Super Clear
visual examples of our work

Surfacing CTA right in the context of the flow.

Designing the timelines of possibilities over multiple tracks of time.
Like psychohistory from Foundation, but for your company.

Visually playing with different types of selectors.

Creating review template. We tried to incorporate their logo into the graphics to play with depth illusion. While the styles are staying flat, the overlapping of shapes gives a sense of multi-level 3D effect.

The downside of most of tracking apps are inputs. It's very hard to keep the habit of filling the data and we're building UI, that showcases big buttons, easy inputs and graphic representations.

Data visualisation is hard.
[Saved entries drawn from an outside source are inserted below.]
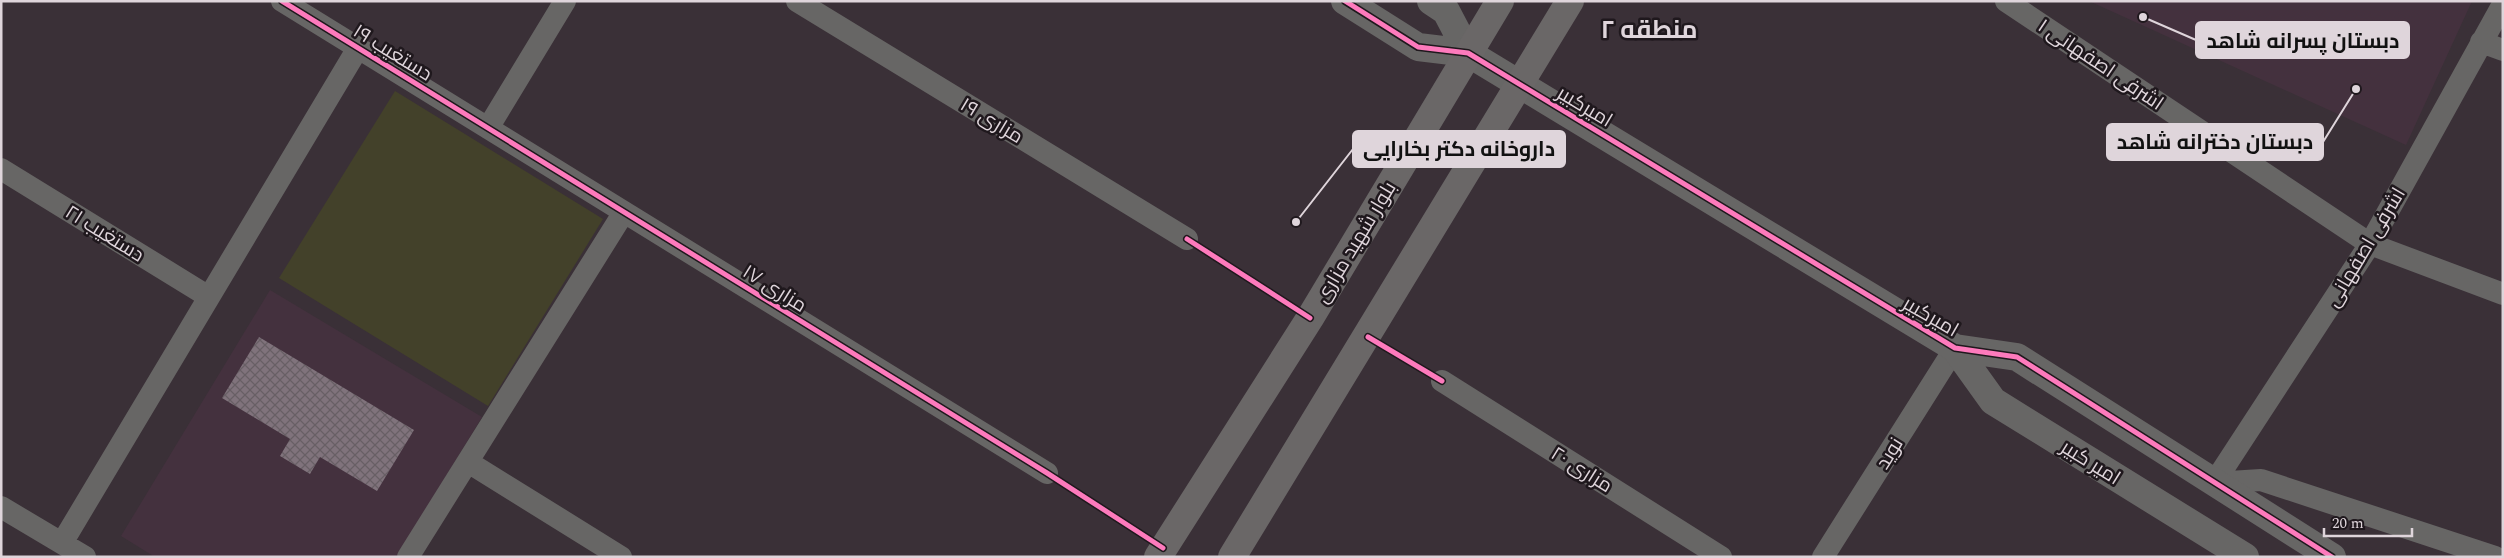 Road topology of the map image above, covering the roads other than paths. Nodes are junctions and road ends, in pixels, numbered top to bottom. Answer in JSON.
{"nodes":[{"id":1,"x":282,"y":1,"type":"edge"},
{"id":2,"x":565,"y":1,"type":"edge"},
{"id":3,"x":797,"y":1,"type":"edge"},
{"id":4,"x":1344,"y":1,"type":"edge"},
{"id":5,"x":1431,"y":1,"type":"edge"},
{"id":6,"x":1500,"y":1,"type":"edge"},
{"id":7,"x":1570,"y":1,"type":"edge"},
{"id":8,"x":2006,"y":1,"type":"edge"},
{"id":9,"x":2503,"y":4,"type":"edge"},
{"id":10,"x":2481,"y":42,"type":"junction"},
{"id":11,"x":358,"y":48,"type":"junction"},
{"id":12,"x":2503,"y":50,"type":"edge"},
{"id":13,"x":1468,"y":53,"type":"junction"},
{"id":14,"x":1520,"y":84,"type":"junction"},
{"id":15,"x":488,"y":128,"type":"junction"},
{"id":16,"x":1,"y":169,"type":"edge"},
{"id":17,"x":624,"y":212,"type":"junction"},
{"id":18,"x":1187,"y":239,"type":"dead end"},
{"id":19,"x":2370,"y":244,"type":"junction"},
{"id":20,"x":2503,"y":294,"type":"edge"},
{"id":21,"x":209,"y":297,"type":"junction"},
{"id":22,"x":1955,"y":348,"type":"junction"},
{"id":23,"x":1442,"y":381,"type":"dead end"},
{"id":24,"x":468,"y":462,"type":"junction"},
{"id":25,"x":1047,"y":473,"type":"dead end"},
{"id":26,"x":2214,"y":483,"type":"junction"},
{"id":27,"x":1,"y":507,"type":"edge"},
{"id":28,"x":62,"y":543,"type":"junction"},
{"id":29,"x":85,"y":557,"type":"edge"},
{"id":30,"x":408,"y":557,"type":"edge"},
{"id":31,"x":622,"y":557,"type":"edge"},
{"id":32,"x":1158,"y":557,"type":"edge"},
{"id":33,"x":1232,"y":557,"type":"edge"},
{"id":34,"x":1721,"y":557,"type":"edge"},
{"id":35,"x":1822,"y":557,"type":"edge"},
{"id":36,"x":2245,"y":557,"type":"edge"},
{"id":37,"x":2332,"y":557,"type":"edge"},
{"id":38,"x":2495,"y":557,"type":"edge"}],
"edges":[{"from":1,"to":11,"type":"street","name":"دستغیب ۱۹"},
{"from":2,"to":15,"type":"street"},
{"from":3,"to":18,"type":"street","name":"مزاری ۱۹"},
{"from":4,"to":13,"type":"street"},
{"from":5,"to":13,"type":"street"},
{"from":6,"to":13,"type":"main road","name":"بلوار شهید مزاری"},
{"from":7,"to":14,"type":"main road"},
{"from":8,"to":19,"type":"street","name":"اشرفی اصفهانی ۱"},
{"from":9,"to":10,"type":"street","name":"اشرفی اصفهانی"},
{"from":10,"to":12,"type":"street"},
{"from":10,"to":19,"type":"street","name":"اشرفی اصفهانی"},
{"from":11,"to":15,"type":"street","name":"دستغیب ۱۹"},
{"from":11,"to":21,"type":"street"},
{"from":13,"to":14,"type":"street"},
{"from":13,"to":32,"type":"main road","name":"بلوار شهید مزاری"},
{"from":14,"to":22,"type":"street","name":"امیرکبیر"},
{"from":14,"to":33,"type":"main road"},
{"from":15,"to":17,"type":"street","name":"مزاری ۱۷"},
{"from":16,"to":21,"type":"street","name":"دستغیب ۲۱"},
{"from":17,"to":24,"type":"street"},
{"from":17,"to":25,"type":"street","name":"مزاری ۱۷"},
{"from":19,"to":20,"type":"street","name":"اشرفی اصفهانی ۱"},
{"from":19,"to":26,"type":"street","name":"اشرفی اصفهانی"},
{"from":21,"to":28,"type":"street"},
{"from":22,"to":26,"type":"street","name":"امیرکبیر"},
{"from":22,"to":35,"type":"street","name":"نوید"},
{"from":22,"to":36,"type":"street","name":"امیر کبیر"},
{"from":23,"to":34,"type":"street","name":"مزاری ۲۰"},
{"from":24,"to":30,"type":"street"},
{"from":24,"to":31,"type":"street"},
{"from":26,"to":37,"type":"street","name":"امیرکبیر"},
{"from":26,"to":38,"type":"street"},
{"from":27,"to":28,"type":"street"},
{"from":28,"to":29,"type":"street"}]}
There are many ways to represent data, especially if it sits across multiple axises (pun intended) of information.

When we were helping Decipad, we created multiple catchy graphics that were meant to highlight the complexity of numbers storytelling. We used dark background, hard shadows and "messy" layout to translate that feeling.

One of the internal explorations to present services.
Websites, apps, metrics respectively.

Building systems is hard. One of the exercises is to test in which case you can and should break the given system. Why all border radiuses are the same, the rest of the UI adopts different tactics to convey the meaning: from filling the background to show selected state, to creating external labels to get attention.
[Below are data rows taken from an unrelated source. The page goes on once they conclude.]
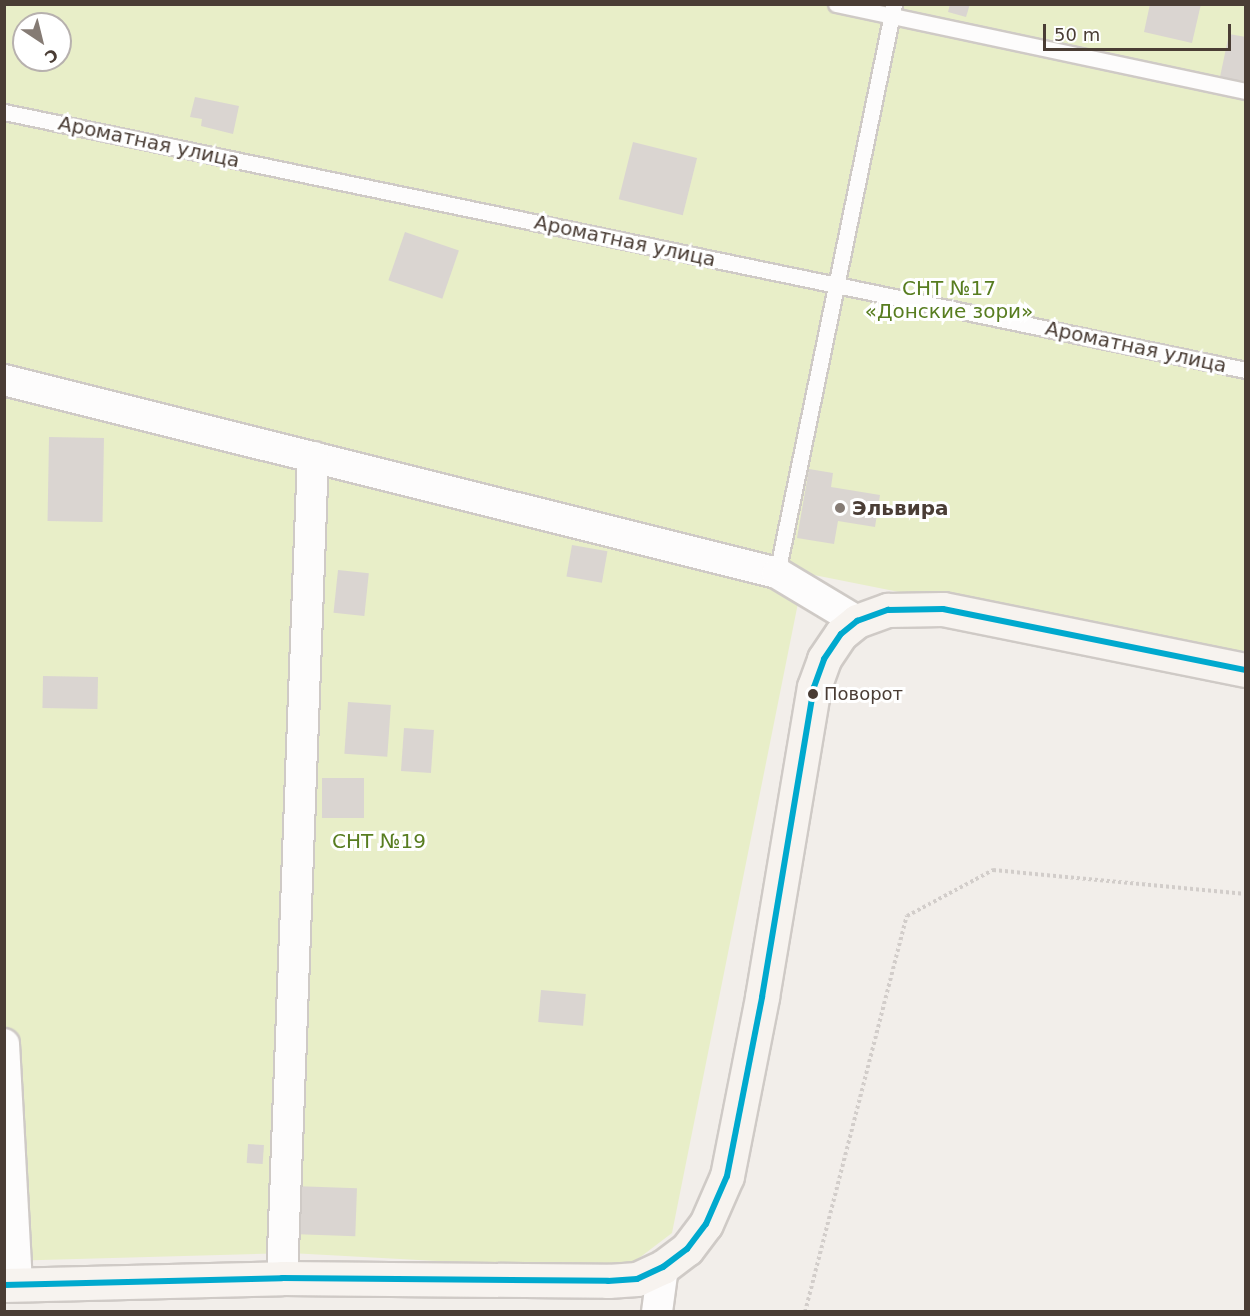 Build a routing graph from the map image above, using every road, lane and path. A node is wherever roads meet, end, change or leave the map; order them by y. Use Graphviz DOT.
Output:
graph roads {
  1 [pos="836,4"];
  2 [pos="893,10"];
  3 [pos="1245,91"];
  4 [pos="4,112"];
  5 [pos="837,285"];
  6 [pos="1245,370"];
  7 [pos="4,380"];
  8 [pos="313,457"];
  9 [pos="777,573"];
  10 [pos="857,621"];
  11 [pos="1245,670"];
  12 [pos="1245,894"];
  13 [pos="4,1044"];
  14 [pos="663,1267"];
  15 [pos="282,1278"];
  16 [pos="11,1285"];
  17 [pos="657,1311"];
  18 [pos="805,1311"];
  1 -- 2 [label="lane"];
  2 -- 3 [label="lane"];
  2 -- 5 [label="lane"];
  4 -- 5 [label="lane, Ароматная улица"];
  5 -- 6 [label="lane, Ароматная улица"];
  5 -- 9 [label="lane"];
  7 -- 8 [label="street"];
  8 -- 9 [label="street"];
  8 -- 15 [label="street"];
  9 -- 10 [label="street"];
  10 -- 11 [label="main road"];
  10 -- 14 [label="main road"];
  12 -- 18 [label="path"];
  13 -- 16 [label="street"];
  14 -- 15 [label="main road"];
  14 -- 17 [label="street"];
  15 -- 16 [label="main road"];
}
There are multiple visual ways to make promotional rectangle more interesting and this is good example: 1. Colour "underglow" that match icon and button 2. catchy icon 3. small angle of icon 4. play of asynchronous corners

Another play with context logo, to put it as a "paper texture" on the back. While the effect is simple, it gives a sense of depth and interest without interfering with main CTA buttons.

Some systems are impossible to design in the most simple way — more than that, they would suffer if we do. So usually, if something requires a lot of inputs and layers, we try to separate them into different "floors" and questions what's the best approach for each particular selection.

Once we were challenged to design 4 second GIF explainer of a complex data visualisation product. We were not only showed how the product works, but also included small "keystroke" tutorial, so anyone could learn the power of "=" in Decipad.

Managing long text is hard. But there are multiple tactics to make it interesting. Mostly are taken from historical ways of designing newspaper layouts: list views, factoids outside of the body paragraph, references. But digital medium allows us to go further: links and mentions, popups, interactive galleries, dynamic numbers.

One of the early explorations for "dense interface" concept. As a studio, we notice how much of information is revolving around us and simple, white, bland interfaces are not always helping to get a sense of it all. So we're challenging the opposite — how busy can we make the interface, to accommodate busy people's lives.

We're always trying to see if we can push the boundaries around UI — make the progress bar wrap a card, build an unconventional button glow, separate content and navigation on different "sheets" etc.

It's hard to come up with unique graphics for startups — new branding project are dropping every day and it always feels like you have less and less options to differentiate. But sometime the colour, the perspective, the take can just feel very right, and this isometric exploration was a big success for us.

We have several ways to challenge our own interfaces. For example: would the interface work if we would remove all rectangles and styles and would keep typography only? What kind of principle can we invent to make UI consistent?

In this case, we delivered couple of unique treatments to make the UI really focused on most important things. You can notice green colour on all interactive component, but we also had to make a decision to make presets grey and login buttons black and white. Although they break the principle, they still look correct and appropriate.